DC Moore has invented an organic jumble of poetic speak, part Shakespearean, part street talk with deliciously earthy metaphors and plenty of swearing. Whilst there are many moments of wit and superb performances from the cast, Jeremy Herrin’s production fails to rise from the dry earth plastered across the stage.

Anne-Marie Duff gives an admirable performance as Mary; narrator, protagonist, psychic and Devil.

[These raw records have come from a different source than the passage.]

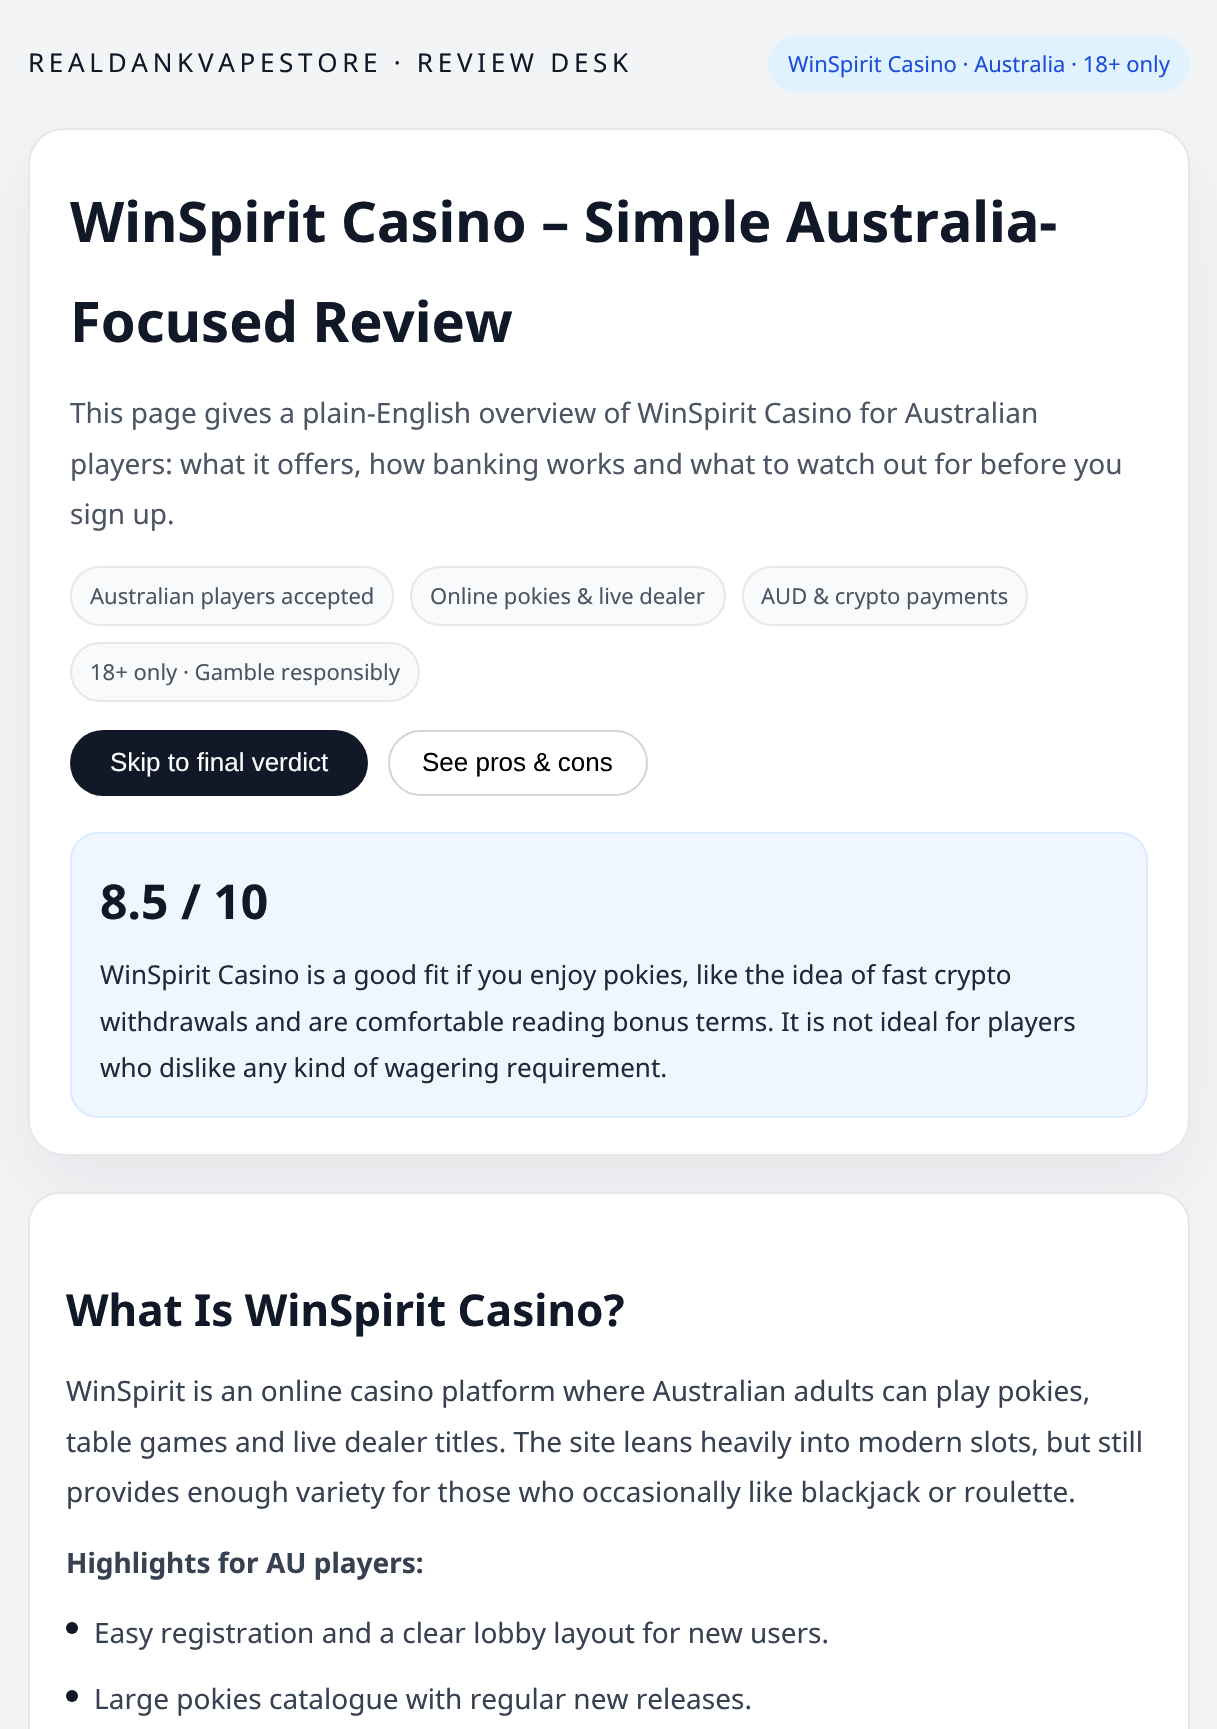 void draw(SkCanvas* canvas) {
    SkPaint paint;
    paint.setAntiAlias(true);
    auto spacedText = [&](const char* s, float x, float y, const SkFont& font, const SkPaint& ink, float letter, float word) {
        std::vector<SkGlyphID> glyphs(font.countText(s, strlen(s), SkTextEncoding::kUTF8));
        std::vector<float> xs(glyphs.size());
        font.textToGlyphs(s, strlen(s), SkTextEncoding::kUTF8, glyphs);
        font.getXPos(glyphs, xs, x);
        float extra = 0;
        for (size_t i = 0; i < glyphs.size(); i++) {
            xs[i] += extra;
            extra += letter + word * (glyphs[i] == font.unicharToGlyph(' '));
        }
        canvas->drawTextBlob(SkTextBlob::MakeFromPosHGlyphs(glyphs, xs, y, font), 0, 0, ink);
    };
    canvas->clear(0xFFF3F4F6);
    paint.setColor(0x0F0F172A);
    paint.setMaskFilter(SkMaskFilter::MakeBlur(kNormal_SkBlurStyle, 40));
    canvas->drawRoundRect(SkRect::MakeXYWH(28, 160, 1162, 1028), 36, 36, paint);
    paint.setMaskFilter(nullptr);
    SkFont font1(fontMgr->matchFamilyStyle("Noto Sans", SkFontStyle::Normal()), 26);
    font1.setSubpixel(true);
    paint.setColor(0xFF111827);
    spacedText("REALDANKVAPESTORE · REVIEW DESK", 28, 72, font1, paint, 4.7f, 0);
    paint.setColor(0xFFE0F2FE);
    canvas->drawRoundRect(SkRect::MakeXYWH(768, 36, 422, 56), 28, 28, paint);
    SkFont font2(fontMgr->matchFamilyStyle("Noto Sans", SkFontStyle::Normal()), 22);
    font2.setSubpixel(true);
    paint.setColor(0xFF1D4ED8);
    canvas->drawString("WinSpirit Casino · Australia · 18+ only", 788, 72, font2, paint);
    paint.setColor(0xFFFFFFFF);
    canvas->drawRoundRect(SkRect::MakeXYWH(29, 129, 1160, 1026), 35, 35, paint);
    paint.setStyle(SkPaint::kStroke_Style);
    paint.setStrokeWidth(2);
    paint.setColor(0xFFE5E7EB);
    canvas->drawRoundRect(SkRect::MakeXYWH(29, 129, 1160, 1026), 35, 35, paint);
    SkFont font3(fontMgr->matchFamilyStyle("Noto Sans", SkFontStyle::Bold()), 56);
    font3.setSubpixel(true);
    paint.setStyle(SkPaint::kFill_Style);
    paint.setColor(0xFF111827);
    canvas->drawString("WinSpirit Casino – Simple Australia-", 70, 242, font3, paint);
    canvas->drawString("Focused Review", 70, 342, font3, paint);
    SkFont font4(fontMgr->matchFamilyStyle("Noto Sans", SkFontStyle::Normal()), 28);
    font4.setSubpixel(true);
    paint.setColor(0xFF4B5563);
    canvas->drawString("This page gives a plain-English overview of WinSpirit Casino for Australian", 70, 423, font4, paint);
    canvas->drawString("players: what it offers, how banking works and what to watch out for before you", 70, 474, font4, paint);
    canvas->drawString("sign up.", 70, 524, font4, paint);
    paint.setColor(0xFFF9FAFB);
    canvas->drawRoundRect(SkRect::MakeXYWH(71, 567, 322, 58), 29, 29, paint);
    paint.setStyle(SkPaint::kStroke_Style);
    paint.setColor(0xFFE5E7EB);
    canvas->drawRoundRect(SkRect::MakeXYWH(71, 567, 322, 58), 29, 29, paint);
    paint.setStyle(SkPaint::kFill_Style);
    paint.setColor(0xFF4B5563);
    canvas->drawString("Australian players accepted", 90, 604, font2, paint);
    paint.setColor(0xFFF9FAFB);
    canvas->drawRoundRect(SkRect::MakeXYWH(411, 567, 314, 58), 29, 29, paint);
    paint.setStyle(SkPaint::kStroke_Style);
    paint.setColor(0xFFE5E7EB);
    canvas->drawRoundRect(SkRect::MakeXYWH(411, 567, 314, 58), 29, 29, paint);
    paint.setStyle(SkPaint::kFill_Style);
    paint.setColor(0xFF4B5563);
    canvas->drawString("Online pokies & live dealer", 430, 604, font2, paint);
    paint.setColor(0xFFF9FAFB);
    canvas->drawRoundRect(SkRect::MakeXYWH(743, 567, 284, 58), 29, 29, paint);
    paint.setStyle(SkPaint::kStroke_Style);
    paint.setColor(0xFFE5E7EB);
    canvas->drawRoundRect(SkRect::MakeXYWH(743, 567, 284, 58), 29, 29, paint);
    paint.setStyle(SkPaint::kFill_Style);
    paint.setColor(0xFF4B5563);
    canvas->drawString("AUD & crypto payments", 761, 604, font2, paint);
    paint.setColor(0xFFF9FAFB);
    canvas->drawRoundRect(SkRect::MakeXYWH(71, 643, 348, 58), 29, 29, paint);
    paint.setStyle(SkPaint::kStroke_Style);
    paint.setColor(0xFFE5E7EB);
    canvas->drawRoundRect(SkRect::MakeXYWH(71, 643, 348, 58), 29, 29, paint);
    paint.setStyle(SkPaint::kFill_Style);
    paint.setColor(0xFF4B5563);
    canvas->drawString("18+ only · Gamble responsibly", 90, 680, font2, paint);
    paint.setColor(0xFF111827);
    canvas->drawRoundRect(SkRect::MakeXYWH(70, 730, 298, 66), 33, 33, paint);
    SkFont font5(fontMgr->matchFamilyStyle("Liberation Sans", SkFontStyle::Normal()), 26);
    font5.setSubpixel(true);
    paint.setColor(0xFFF9FAFB);
    canvas->drawString("Skip to final verdict", 110, 771, font5, paint);
    paint.setStyle(SkPaint::kStroke_Style);
    paint.setColor(0xFFD1D5DB);
    canvas->drawRoundRect(SkRect::MakeXYWH(389, 731, 258, 64), 32, 32, paint);
    paint.setStyle(SkPaint::kFill_Style);
    paint.setColor(0xFF000000);
    canvas->drawString("See pros & cons", 422, 771, font5, paint);
    paint.setColor(0xFFEFF6FF);
    canvas->drawRoundRect(SkRect::MakeXYWH(71, 833, 1076, 284), 27, 27, paint);
    paint.setStyle(SkPaint::kStroke_Style);
    paint.setColor(0xFFDBEAFE);
    canvas->drawRoundRect(SkRect::MakeXYWH(71, 833, 1076, 284), 27, 27, paint);
    SkFont font6(fontMgr->matchFamilyStyle("Noto Sans", SkFontStyle::Bold()), 48);
    font6.setSubpixel(true);
    paint.setStyle(SkPaint::kFill_Style);
    paint.setColor(0xFF111827);
    canvas->drawString("8.5 / 10", 100, 919, font6, paint);
    paint.setColor(0xFF1F2937);
    canvas->drawString("WinSpirit Casino is a good fit if you enjoy pokies, like the idea of fast crypto", 100, 984, font1, paint);
    canvas->drawString("withdrawals and are comfortable reading bonus terms. It is not ideal for players", 100, 1031, font1, paint);
    canvas->drawString("who dislike any kind of wagering requirement.", 100, 1077, font1, paint);
    paint.setColor(0xFFFFFFFF);
    canvas->drawRoundRect(SkRect::MakeXYWH(29, 1193, 1160, 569), 31, 31, paint);
    paint.setStyle(SkPaint::kStroke_Style);
    paint.setColor(0xFFE5E7EB);
    canvas->drawRoundRect(SkRect::MakeXYWH(29, 1193, 1160, 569), 31, 31, paint);
    SkFont font7(fontMgr->matchFamilyStyle("Noto Sans", SkFontStyle::Bold()), 44);
    font7.setSubpixel(true);
    paint.setStyle(SkPaint::kFill_Style);
    paint.setColor(0xFF111827);
    canvas->drawString("What Is WinSpirit Casino?", 66, 1326, font7, paint);
    paint.setColor(0xFF374151);
    canvas->drawString("WinSpirit is an online casino platform where Australian adults can play pokies,", 66, 1401, font4, paint);
    canvas->drawString("table games and live dealer titles. The site leans heavily into modern slots, but still", 66, 1452, font4, paint);
    canvas->drawString("provides enough variety for those who occasionally like blackjack or roulette.", 66, 1502, font4, paint);
    SkFont font8(fontMgr->matchFamilyStyle("Noto Sans", SkFontStyle::Bold()), 28);
    font8.setSubpixel(true);
    canvas->drawString("Highlights for AU players:", 66, 1573, font8, paint);
    paint.setColor(0xFF111827);
    canvas->drawCircle(72, 1628, 6, paint);
    paint.setColor(0xFF374151);
    canvas->drawString("Easy registration and a clear lobby layout for new users.", 94, 1643, font4, paint);
    paint.setColor(0xFF111827);
    canvas->drawCircle(72, 1696, 6, paint);
    paint.setColor(0xFF374151);
    canvas->drawString("Large pokies catalogue with regular new releases.", 94, 1709, font4, paint);
}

She strides onto stage in her dramatic red dress coat and introduces herself, ‘If I were a man, you’d call me a rogue.’ She also takes on the meta-theatrical musings, ‘Once you lie something’s real’ and drops out of scenes to address the audience directly throughout, ‘ We’re not here for reasons of dry historical accuracy are we sir?’

Whilst parliaments decision to enclose the land Parish by Parish, significantly increased productivity, for all but the privileged few it removed autonomy and a stake in the land. Many would go on to work in cities as the Industrial Revolution took hold. The enormous upheaval in the lives of the common people who often still believed in magic and witchcraft lead to violent protests and pagan inspired rituals. As a subject matter it would seem to offer drama enough but the ensemble scenes do not achieve the sense of threat and tension. While still images of the land workers, often in silhouette are often very beautiful, they remain flat and lifeless it feels like they are in a tech rehearsal, marking positions rather than fully inhabiting the scenes.

There are many rich ingredients in this production but some major flaws. Structurally unbalanced, there seems to be too much exposition, an interesting but slightly tiresome first half followed by all the action rapidly tumbling out after the interval as scenes of extreme violence (think slippery human guts) are mixed with hellish proclamations.

Anne Marie Duff has an enormous task on her hand. Not only does her character, constantly question her own reality but she regularly steps out of it into ours before plunging black into the drama. She is sly, funny, powerful, seductive and brutal in turn but the many striking moments don’t bind together to reach the Epic ambition of this new work.